(Beginning of Given records)
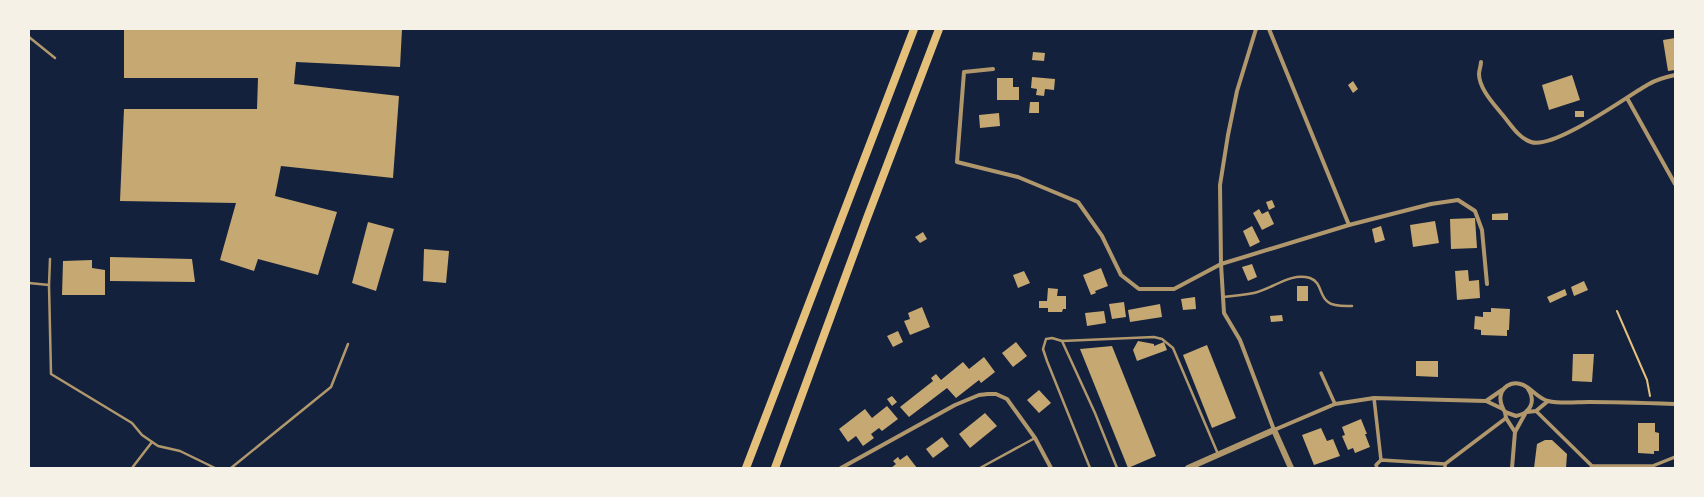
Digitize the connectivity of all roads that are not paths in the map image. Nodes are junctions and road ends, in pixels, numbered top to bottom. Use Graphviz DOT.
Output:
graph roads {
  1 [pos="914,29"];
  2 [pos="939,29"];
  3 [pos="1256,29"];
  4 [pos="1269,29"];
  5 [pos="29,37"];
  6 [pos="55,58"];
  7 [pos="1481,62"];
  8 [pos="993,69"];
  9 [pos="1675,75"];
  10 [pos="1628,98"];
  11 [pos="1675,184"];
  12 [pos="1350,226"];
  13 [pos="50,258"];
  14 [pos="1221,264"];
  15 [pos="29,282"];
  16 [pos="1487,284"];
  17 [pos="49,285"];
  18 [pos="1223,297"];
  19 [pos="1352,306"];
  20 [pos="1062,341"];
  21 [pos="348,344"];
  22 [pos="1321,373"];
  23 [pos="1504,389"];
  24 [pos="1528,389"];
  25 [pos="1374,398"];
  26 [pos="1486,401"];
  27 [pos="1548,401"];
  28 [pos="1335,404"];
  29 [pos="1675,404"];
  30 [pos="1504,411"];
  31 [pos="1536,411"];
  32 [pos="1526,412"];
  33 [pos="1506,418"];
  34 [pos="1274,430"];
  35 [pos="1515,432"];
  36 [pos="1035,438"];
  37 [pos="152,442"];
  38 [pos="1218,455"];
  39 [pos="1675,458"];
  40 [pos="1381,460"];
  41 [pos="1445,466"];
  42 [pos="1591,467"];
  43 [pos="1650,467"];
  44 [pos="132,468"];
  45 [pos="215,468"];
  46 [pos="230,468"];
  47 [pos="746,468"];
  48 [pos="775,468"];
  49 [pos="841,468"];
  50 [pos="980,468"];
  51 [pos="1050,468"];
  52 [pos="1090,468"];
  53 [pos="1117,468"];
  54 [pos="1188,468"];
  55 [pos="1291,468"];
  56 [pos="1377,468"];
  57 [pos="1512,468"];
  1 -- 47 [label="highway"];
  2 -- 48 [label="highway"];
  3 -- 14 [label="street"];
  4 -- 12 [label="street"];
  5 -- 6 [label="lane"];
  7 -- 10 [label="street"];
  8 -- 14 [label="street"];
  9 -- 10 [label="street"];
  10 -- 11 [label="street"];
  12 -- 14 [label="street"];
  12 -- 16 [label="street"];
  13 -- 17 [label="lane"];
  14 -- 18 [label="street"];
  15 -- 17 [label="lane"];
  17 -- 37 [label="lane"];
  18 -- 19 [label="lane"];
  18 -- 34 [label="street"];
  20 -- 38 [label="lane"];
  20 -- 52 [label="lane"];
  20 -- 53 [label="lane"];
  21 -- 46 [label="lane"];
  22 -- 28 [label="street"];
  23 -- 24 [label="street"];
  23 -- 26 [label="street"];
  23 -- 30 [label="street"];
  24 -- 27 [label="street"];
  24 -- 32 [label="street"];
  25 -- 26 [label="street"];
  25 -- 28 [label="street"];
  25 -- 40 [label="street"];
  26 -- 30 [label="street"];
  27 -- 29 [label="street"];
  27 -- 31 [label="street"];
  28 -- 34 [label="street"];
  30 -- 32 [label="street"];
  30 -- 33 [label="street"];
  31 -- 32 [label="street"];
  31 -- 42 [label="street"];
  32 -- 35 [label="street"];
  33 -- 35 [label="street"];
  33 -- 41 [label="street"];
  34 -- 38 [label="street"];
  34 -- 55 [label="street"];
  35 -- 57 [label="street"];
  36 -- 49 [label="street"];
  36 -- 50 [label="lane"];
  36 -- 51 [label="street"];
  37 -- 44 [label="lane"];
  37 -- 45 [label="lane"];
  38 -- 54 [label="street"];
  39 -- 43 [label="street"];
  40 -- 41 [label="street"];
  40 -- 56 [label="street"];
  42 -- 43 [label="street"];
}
(End of Given records)
(Beginning of Given records)
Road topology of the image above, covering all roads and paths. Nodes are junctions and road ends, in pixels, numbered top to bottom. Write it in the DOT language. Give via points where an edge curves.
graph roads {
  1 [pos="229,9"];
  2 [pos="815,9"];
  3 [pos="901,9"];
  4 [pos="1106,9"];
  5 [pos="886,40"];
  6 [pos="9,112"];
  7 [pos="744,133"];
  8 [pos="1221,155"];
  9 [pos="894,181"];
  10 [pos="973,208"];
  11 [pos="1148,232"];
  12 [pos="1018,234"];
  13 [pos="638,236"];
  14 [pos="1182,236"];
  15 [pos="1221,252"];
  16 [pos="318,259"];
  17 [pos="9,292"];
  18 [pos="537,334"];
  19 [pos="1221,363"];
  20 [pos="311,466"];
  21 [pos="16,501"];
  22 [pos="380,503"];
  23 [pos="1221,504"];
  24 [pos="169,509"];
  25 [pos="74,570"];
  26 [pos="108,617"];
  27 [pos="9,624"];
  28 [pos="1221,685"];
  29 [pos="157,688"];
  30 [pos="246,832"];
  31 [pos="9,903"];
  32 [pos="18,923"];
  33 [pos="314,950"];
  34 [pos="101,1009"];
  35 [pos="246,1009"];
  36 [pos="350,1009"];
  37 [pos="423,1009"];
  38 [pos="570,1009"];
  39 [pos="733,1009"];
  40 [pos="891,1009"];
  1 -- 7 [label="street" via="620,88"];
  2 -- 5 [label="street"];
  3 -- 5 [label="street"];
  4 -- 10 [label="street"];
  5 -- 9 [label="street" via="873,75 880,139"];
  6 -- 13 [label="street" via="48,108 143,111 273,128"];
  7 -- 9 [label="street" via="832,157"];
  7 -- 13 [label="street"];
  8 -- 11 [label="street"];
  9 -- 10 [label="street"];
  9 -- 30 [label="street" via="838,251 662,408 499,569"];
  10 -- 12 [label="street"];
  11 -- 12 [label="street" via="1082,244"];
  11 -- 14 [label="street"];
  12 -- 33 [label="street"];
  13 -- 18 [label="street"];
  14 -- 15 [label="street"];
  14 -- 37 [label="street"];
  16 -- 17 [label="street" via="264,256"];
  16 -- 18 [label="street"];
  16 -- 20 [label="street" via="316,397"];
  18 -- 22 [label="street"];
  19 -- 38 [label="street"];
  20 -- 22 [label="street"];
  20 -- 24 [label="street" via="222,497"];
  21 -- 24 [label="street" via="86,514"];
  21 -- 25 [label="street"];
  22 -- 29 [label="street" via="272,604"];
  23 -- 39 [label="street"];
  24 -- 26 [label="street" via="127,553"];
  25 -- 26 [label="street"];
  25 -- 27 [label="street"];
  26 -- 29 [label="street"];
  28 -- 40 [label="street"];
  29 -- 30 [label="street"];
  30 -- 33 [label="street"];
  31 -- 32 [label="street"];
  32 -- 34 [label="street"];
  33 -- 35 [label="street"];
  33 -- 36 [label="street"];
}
(End of Given records)
-- Description of the task --
Go through the data and show every line where "lane" occurs.

-- Problem solution --
  5 -- 6 [label="lane"];
  13 -- 17 [label="lane"];
  15 -- 17 [label="lane"];
  17 -- 37 [label="lane"];
  18 -- 19 [label="lane"];
  20 -- 38 [label="lane"];
  20 -- 52 [label="lane"];
  20 -- 53 [label="lane"];
  21 -- 46 [label="lane"];
  36 -- 50 [label="lane"];
  37 -- 44 [label="lane"];
  37 -- 45 [label="lane"];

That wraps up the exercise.